PlayMakers Rep's The Parchman Hour 

Dee Dee Batteast in "The Parchman Hour"

Photo by Jon Gardiner

Dee Dee Batteast in "The Parchman Hour"

For anyone who's ever suffered a technically correct—but emotionally distant—recital of dramatic art at PlayMakers Rep, the first full professional production of playwright/director Mike Wiley's historical drama, The Parchman Hour, is an effective antidote.

As it recounts the story of a multiracial group of civil rights activists trying to integrate interstate bus travel in 1961, you can taste the passion as actors Alphonse Nicholson, David Aron Damane and Rasool Jahan repeatedly galvanize the audience during soul-stirring fast and slow renditions of protest and prison songs. Executing Aya Shabu's evocative choreography and accompanied by a righteous rhythm and blues band, the crew had its audience standing, clapping and dancing last Saturday night as actor Dee Dee Batteast belted the finale, "Woke Up This Morning With My Mind Stayed on Freedom."

Wiley's chronicle of the Freedom Riders' all-too-literal trial by fire has changed a bit since an initial student production premiered here last December and toured Mississippi in the spring. He's smartly bolstered and furthered a number of his original script's strengths. Doug Bynum repeats his staunch portrayal of John Lewis, a member of the Student Nonviolent Coordinating Committee and a present-day Georgia congressman.

But, even though Kashif Powell reprises his compelling work as activist Stokely Carmichael, his character's prominence seems dialed back—along, apparently, with the unique prison survival strategy the play is named for.
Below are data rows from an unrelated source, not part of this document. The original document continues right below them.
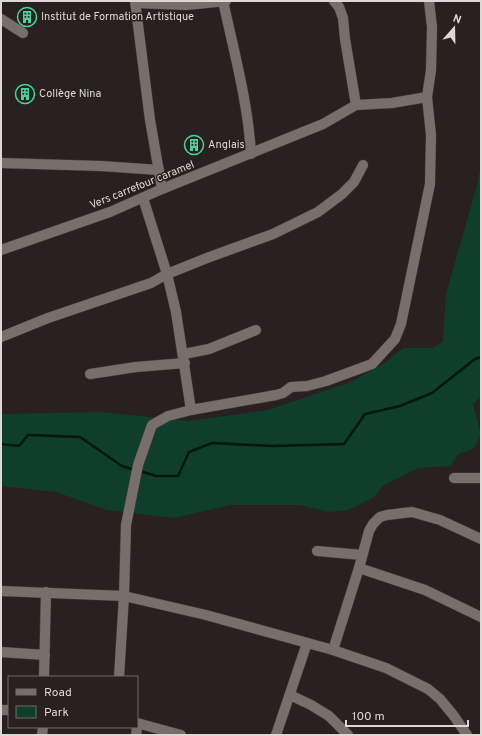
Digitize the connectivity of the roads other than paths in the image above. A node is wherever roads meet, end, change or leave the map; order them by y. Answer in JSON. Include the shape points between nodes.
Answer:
{"nodes":[{"id":1,"x":222,"y":1,"type":"edge"},
{"id":2,"x":226,"y":1,"type":"edge"},
{"id":3,"x":334,"y":1,"type":"edge"},
{"id":4,"x":429,"y":1,"type":"edge"},
{"id":5,"x":136,"y":2,"type":"edge"},
{"id":6,"x":1,"y":19,"type":"edge"},
{"id":7,"x":23,"y":33,"type":"dead end"},
{"id":8,"x":427,"y":97,"type":"junction"},
{"id":9,"x":356,"y":105,"type":"junction"},
{"id":10,"x":251,"y":154,"type":"junction"},
{"id":11,"x":1,"y":163,"type":"edge"},
{"id":12,"x":363,"y":165,"type":"dead end"},
{"id":13,"x":159,"y":170,"type":"junction"},
{"id":14,"x":162,"y":189,"type":"junction"},
{"id":15,"x":143,"y":198,"type":"junction"},
{"id":16,"x":1,"y":250,"type":"edge"},
{"id":17,"x":167,"y":274,"type":"junction"},
{"id":18,"x":256,"y":330,"type":"dead end"},
{"id":19,"x":1,"y":337,"type":"edge"},
{"id":20,"x":184,"y":359,"type":"junction"},
{"id":21,"x":90,"y":374,"type":"dead end"},
{"id":22,"x":191,"y":410,"type":"junction"},
{"id":23,"x":454,"y":478,"type":"dead end"},
{"id":24,"x":481,"y":478,"type":"edge"},
{"id":25,"x":481,"y":539,"type":"edge"},
{"id":26,"x":317,"y":551,"type":"dead end"},
{"id":27,"x":362,"y":555,"type":"junction"},
{"id":28,"x":359,"y":568,"type":"junction"},
{"id":29,"x":1,"y":591,"type":"edge"},
{"id":30,"x":46,"y":592,"type":"junction"},
{"id":31,"x":124,"y":596,"type":"junction"},
{"id":32,"x":481,"y":617,"type":"edge"},
{"id":33,"x":307,"y":642,"type":"junction"},
{"id":34,"x":333,"y":650,"type":"junction"},
{"id":35,"x":1,"y":652,"type":"edge"},
{"id":36,"x":45,"y":655,"type":"junction"},
{"id":37,"x":44,"y":676,"type":"edge"},
{"id":38,"x":119,"y":676,"type":"edge"},
{"id":39,"x":290,"y":695,"type":"junction"},
{"id":40,"x":138,"y":725,"type":"edge"},
{"id":41,"x":181,"y":735,"type":"edge"},
{"id":42,"x":276,"y":735,"type":"edge"},
{"id":43,"x":348,"y":735,"type":"edge"},
{"id":44,"x":467,"y":735,"type":"edge"}],
"edges":[{"from":1,"to":2,"type":"street"},
{"from":1,"to":5,"type":"street","via":[[186,5]]},
{"from":1,"to":10,"type":"street","via":[[242,87],[250,131]]},
{"from":3,"to":9,"type":"street","via":[[343,18]]},
{"from":4,"to":8,"type":"street","via":[[432,26],[431,70]]},
{"from":5,"to":13,"type":"street","via":[[150,120]]},
{"from":6,"to":7,"type":"street"},
{"from":8,"to":9,"type":"street","name":"Vers carrefour caramel","via":[[392,103]]},
{"from":8,"to":22,"type":"street","via":[[431,135],[430,184],[395,339],[372,364],[326,381],[307,386],[291,386],[276,395]]},
{"from":9,"to":10,"type":"street","name":"Vers carrefour caramel","via":[[323,124]]},
{"from":10,"to":14,"type":"street","name":"Vers carrefour caramel"},
{"from":11,"to":13,"type":"street"},
{"from":12,"to":17,"type":"street","via":[[354,182],[318,212],[273,234]]},
{"from":13,"to":14,"type":"street"},
{"from":14,"to":15,"type":"street","name":"Vers carrefour caramel"},
{"from":15,"to":16,"type":"street","name":"Vers carrefour caramel"},
{"from":15,"to":17,"type":"street"},
{"from":17,"to":19,"type":"street","via":[[151,284],[48,318]]},
{"from":17,"to":20,"type":"street"},
{"from":18,"to":20,"type":"street"},
{"from":20,"to":21,"type":"street"},
{"from":20,"to":22,"type":"street"},
{"from":22,"to":31,"type":"street","via":[[168,416],[152,425],[138,466],[126,525]]},
{"from":23,"to":24,"type":"street"},
{"from":25,"to":27,"type":"street","via":[[440,520],[412,512],[387,515],[380,517],[373,524]]},
{"from":26,"to":27,"type":"street"},
{"from":27,"to":28,"type":"street"},
{"from":28,"to":32,"type":"street","via":[[425,590]]},
{"from":28,"to":34,"type":"street"},
{"from":29,"to":30,"type":"street"},
{"from":30,"to":31,"type":"street"},
{"from":30,"to":36,"type":"street"},
{"from":31,"to":33,"type":"street"},
{"from":31,"to":38,"type":"street"},
{"from":33,"to":34,"type":"street"},
{"from":33,"to":39,"type":"street"},
{"from":34,"to":44,"type":"street","via":[[386,668],[428,689],[450,710]]},
{"from":35,"to":36,"type":"street"},
{"from":36,"to":37,"type":"street"},
{"from":39,"to":42,"type":"street"},
{"from":39,"to":43,"type":"street","via":[[329,716]]},
{"from":40,"to":41,"type":"street"}]}
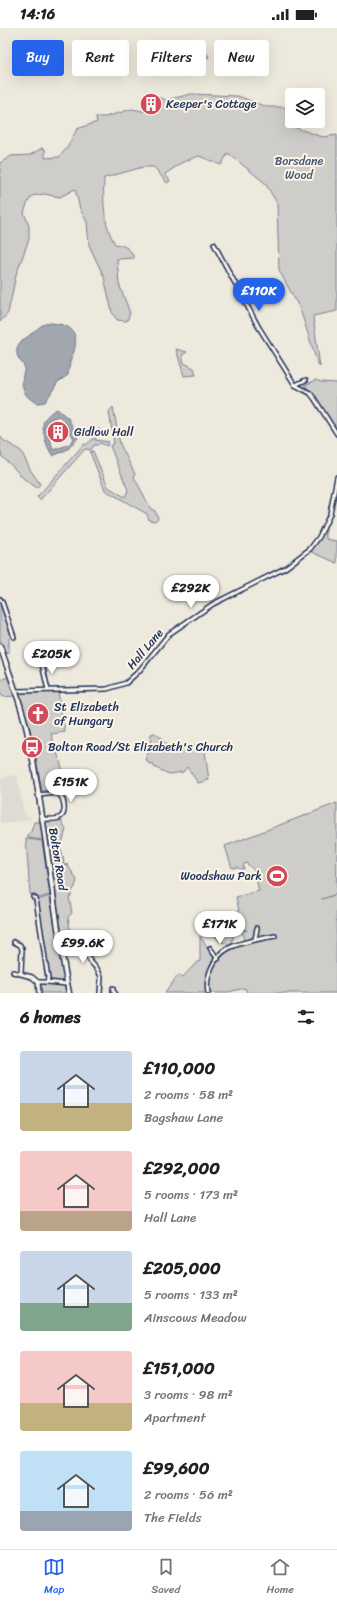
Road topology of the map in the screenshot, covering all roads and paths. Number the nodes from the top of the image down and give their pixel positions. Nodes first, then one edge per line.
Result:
1 (214, 244) dead end
2 (306, 380) dead end
3 (297, 386) junction
4 (337, 434) edge
5 (337, 477) edge
6 (0, 599) edge
7 (14, 637) dead end
8 (0, 646) edge
9 (42, 664) dead end
10 (48, 690) junction
11 (16, 691) junction
12 (39, 795) junction
13 (42, 819) junction
14 (33, 897) dead end
15 (257, 928) dead end
16 (275, 936) dead end
17 (60, 939) junction
18 (255, 940) junction
19 (14, 942) dead end
20 (95, 947) dead end
21 (210, 948) dead end
22 (86, 951) junction
23 (218, 959) junction
24 (13, 972) dead end
25 (21, 973) junction
26 (38, 982) junction
27 (47, 982) junction
28 (67, 984) junction
29 (39, 993) edge
30 (69, 993) edge
31 (100, 993) edge
32 (208, 993) edge

1 - 3 street
2 - 3 street
3 - 4 street
5 - 10 street, Hall Lane
6 - 7 street
8 - 11 main road, Bolton Road
9 - 10 street
10 - 11 street, Hall Lane
11 - 12 main road, Bolton Road
12 - 13 main road, Bolton Road
12 - 13 street
13 - 17 main road, Bolton Road
14 - 27 street
15 - 18 street
16 - 18 street
17 - 22 street
17 - 28 main road, Bolton Road
18 - 23 street
19 - 25 street
20 - 22 street
21 - 23 street
22 - 31 street
23 - 32 street
24 - 25 street
25 - 26 street
26 - 27 street
26 - 29 street
27 - 28 street
28 - 30 main road, Bolton Road

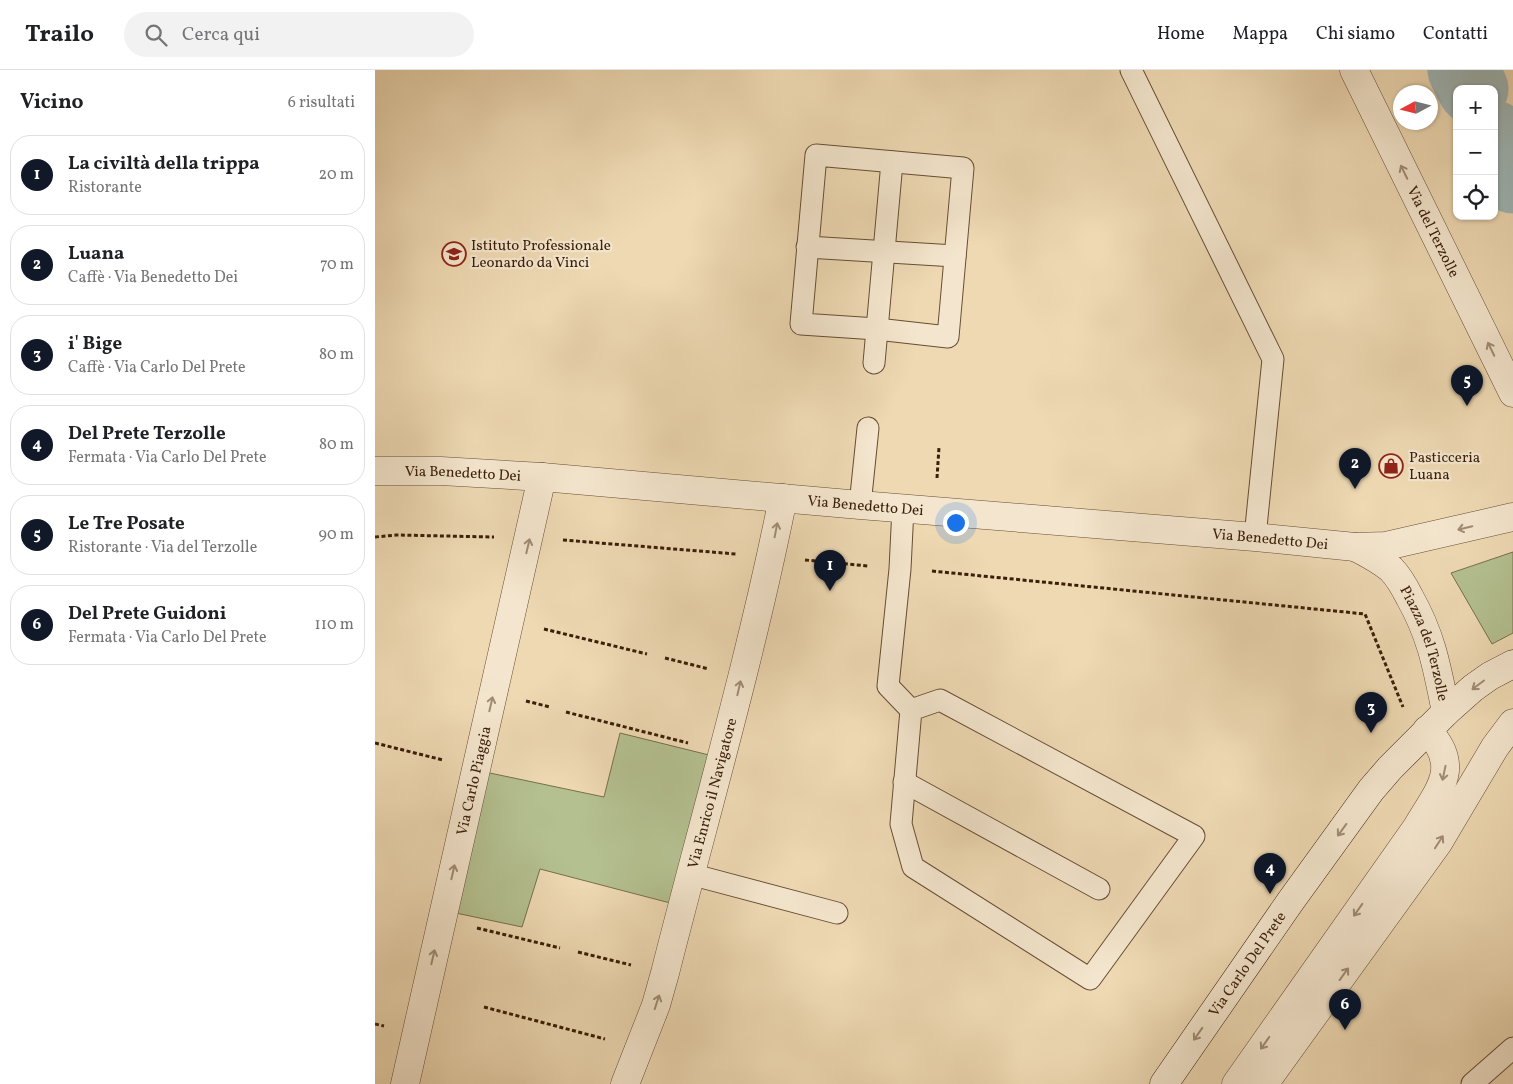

The original version emphasized the nightly self-styled "variety show" of songs, sketches and individual stories jailed activists would "stage" in their cells at Mississippi's Parchman Farm penitentiary. These were repeatedly juxtaposed with testimony from individual activists, crisply cited in a manner similar to Tectonic Theater's productions of The Laramie Project and Gross Indecency.

But in its various flashbacks, repeats and flash-forwards, this iteration becomes tangled in the narrative thread. Lewis and James Farmer (Kathryn Hunter-Williams), president of the Congress on Racial Equality, again revisit memories from their childhood. But the firebombing of the Freedom Riders' bus outside Anniston, Ala., seemed somehow more abstract in this version. Perhaps it's because the video screens designed by Roz Fulton were spaced so far apart that archival news footage of the burning bus and footage of the battered face of an activist named Jim Zwerg were reduced to fragments with much of the detail missing. Elsewhere, sequences detailing crises of ethical leadership among government and civil rights leaders seem abridged or rushed.

Wiley's work remains a necessary reminder of the resilience of those who challenged an entire society's conscience. However, in a time when other activists are currently being jailed—and hospitalized—for their work, any sense of self-congratulation seems woefully premature Perhaps one of the lessons of this show is that rights are like muscles: They atrophy from disuse. If so, there's a potent cue in this work: Get on your traveling shoes.